━━━━━ RECORDS SHOWN
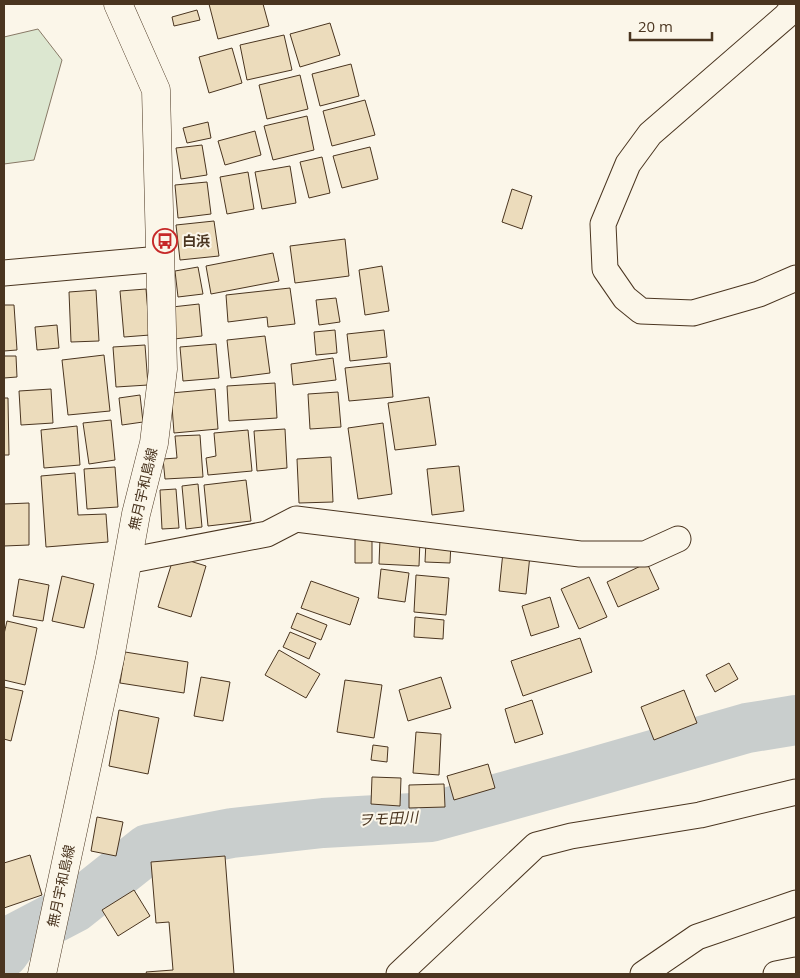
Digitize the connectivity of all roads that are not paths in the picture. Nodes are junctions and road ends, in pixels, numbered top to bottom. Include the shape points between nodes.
1 (118, 4) edge
2 (795, 4) edge
3 (160, 259) junction
4 (4, 273) edge
5 (796, 278) edge
6 (678, 539) dead end
7 (127, 562) junction
8 (796, 792) edge
9 (796, 903) edge
10 (796, 970) edge
11 (42, 974) edge
12 (399, 974) edge
13 (643, 974) edge
14 (776, 974) edge

1 - 3 main road, 無月宇和島線 via 156,90
2 - 5 street via 786,16 650,134 628,164 603,224 605,268 625,298 641,311 693,313 759,294
3 - 4 street
3 - 7 main road, 無月宇和島線 via 162,369 154,443
6 - 7 street via 644,554 580,554 296,519 268,534
7 - 11 main road, 無月宇和島線 via 110,658
8 - 12 street via 700,815 536,844
9 - 13 street via 697,938
10 - 14 street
━━━━━━━━━━
#### TASK OBJECTIVE:
Could you please repeat the entries above exactly, with every picture left out?

#### WORKED SOLUTION:
Digitize the connectivity of all roads that are not paths in the picture. Nodes are junctions and road ends, in pixels, numbered top to bottom. Include the shape points between nodes.
1 (118, 4) edge
2 (795, 4) edge
3 (160, 259) junction
4 (4, 273) edge
5 (796, 278) edge
6 (678, 539) dead end
7 (127, 562) junction
8 (796, 792) edge
9 (796, 903) edge
10 (796, 970) edge
11 (42, 974) edge
12 (399, 974) edge
13 (643, 974) edge
14 (776, 974) edge

1 - 3 main road, 無月宇和島線 via 156,90
2 - 5 street via 786,16 650,134 628,164 603,224 605,268 625,298 641,311 693,313 759,294
3 - 4 street
3 - 7 main road, 無月宇和島線 via 162,369 154,443
6 - 7 street via 644,554 580,554 296,519 268,534
7 - 11 main road, 無月宇和島線 via 110,658
8 - 12 street via 700,815 536,844
9 - 13 street via 697,938
10 - 14 street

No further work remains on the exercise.